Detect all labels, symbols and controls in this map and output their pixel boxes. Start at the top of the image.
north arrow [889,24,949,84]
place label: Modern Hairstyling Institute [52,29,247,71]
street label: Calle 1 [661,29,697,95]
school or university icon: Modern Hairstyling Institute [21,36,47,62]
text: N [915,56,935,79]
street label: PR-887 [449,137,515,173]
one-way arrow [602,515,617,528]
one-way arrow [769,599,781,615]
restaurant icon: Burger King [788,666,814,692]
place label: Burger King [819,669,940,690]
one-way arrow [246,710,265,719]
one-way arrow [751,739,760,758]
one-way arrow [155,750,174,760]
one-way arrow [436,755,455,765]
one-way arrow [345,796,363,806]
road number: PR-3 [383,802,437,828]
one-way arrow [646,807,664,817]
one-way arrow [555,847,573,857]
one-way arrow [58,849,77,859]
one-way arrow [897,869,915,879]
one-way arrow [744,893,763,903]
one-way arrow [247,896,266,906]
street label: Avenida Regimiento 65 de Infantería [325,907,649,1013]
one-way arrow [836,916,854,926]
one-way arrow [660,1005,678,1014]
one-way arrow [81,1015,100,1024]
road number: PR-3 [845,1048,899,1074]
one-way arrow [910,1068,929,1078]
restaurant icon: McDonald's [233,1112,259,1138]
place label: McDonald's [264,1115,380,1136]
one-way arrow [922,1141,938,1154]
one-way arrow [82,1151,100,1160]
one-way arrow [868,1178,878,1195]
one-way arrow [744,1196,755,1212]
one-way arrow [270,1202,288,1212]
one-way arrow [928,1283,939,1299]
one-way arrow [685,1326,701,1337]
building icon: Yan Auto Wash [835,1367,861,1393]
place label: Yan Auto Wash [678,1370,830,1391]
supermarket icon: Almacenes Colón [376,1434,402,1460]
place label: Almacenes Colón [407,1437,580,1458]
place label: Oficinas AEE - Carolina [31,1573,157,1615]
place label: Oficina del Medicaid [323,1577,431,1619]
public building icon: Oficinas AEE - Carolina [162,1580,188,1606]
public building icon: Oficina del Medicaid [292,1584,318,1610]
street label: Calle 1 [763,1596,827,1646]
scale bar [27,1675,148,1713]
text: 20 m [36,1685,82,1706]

____________________

→ WORK INSTRUCTION
Give the data again, exactly as it stands.

→ ANSWER TO THIS TASK
Detect all labels, symbols and controls in this map and output their pixel boxes. Start at the top of the image.
north arrow [889,24,949,84]
place label: Modern Hairstyling Institute [52,29,247,71]
street label: Calle 1 [661,29,697,95]
school or university icon: Modern Hairstyling Institute [21,36,47,62]
text: N [915,56,935,79]
street label: PR-887 [449,137,515,173]
one-way arrow [602,515,617,528]
one-way arrow [769,599,781,615]
restaurant icon: Burger King [788,666,814,692]
place label: Burger King [819,669,940,690]
one-way arrow [246,710,265,719]
one-way arrow [751,739,760,758]
one-way arrow [155,750,174,760]
one-way arrow [436,755,455,765]
one-way arrow [345,796,363,806]
road number: PR-3 [383,802,437,828]
one-way arrow [646,807,664,817]
one-way arrow [555,847,573,857]
one-way arrow [58,849,77,859]
one-way arrow [897,869,915,879]
one-way arrow [744,893,763,903]
one-way arrow [247,896,266,906]
street label: Avenida Regimiento 65 de Infantería [325,907,649,1013]
one-way arrow [836,916,854,926]
one-way arrow [660,1005,678,1014]
one-way arrow [81,1015,100,1024]
road number: PR-3 [845,1048,899,1074]
one-way arrow [910,1068,929,1078]
restaurant icon: McDonald's [233,1112,259,1138]
place label: McDonald's [264,1115,380,1136]
one-way arrow [922,1141,938,1154]
one-way arrow [82,1151,100,1160]
one-way arrow [868,1178,878,1195]
one-way arrow [744,1196,755,1212]
one-way arrow [270,1202,288,1212]
one-way arrow [928,1283,939,1299]
one-way arrow [685,1326,701,1337]
building icon: Yan Auto Wash [835,1367,861,1393]
place label: Yan Auto Wash [678,1370,830,1391]
supermarket icon: Almacenes Colón [376,1434,402,1460]
place label: Almacenes Colón [407,1437,580,1458]
place label: Oficinas AEE - Carolina [31,1573,157,1615]
place label: Oficina del Medicaid [323,1577,431,1619]
public building icon: Oficinas AEE - Carolina [162,1580,188,1606]
public building icon: Oficina del Medicaid [292,1584,318,1610]
street label: Calle 1 [763,1596,827,1646]
scale bar [27,1675,148,1713]
text: 20 m [36,1685,82,1706]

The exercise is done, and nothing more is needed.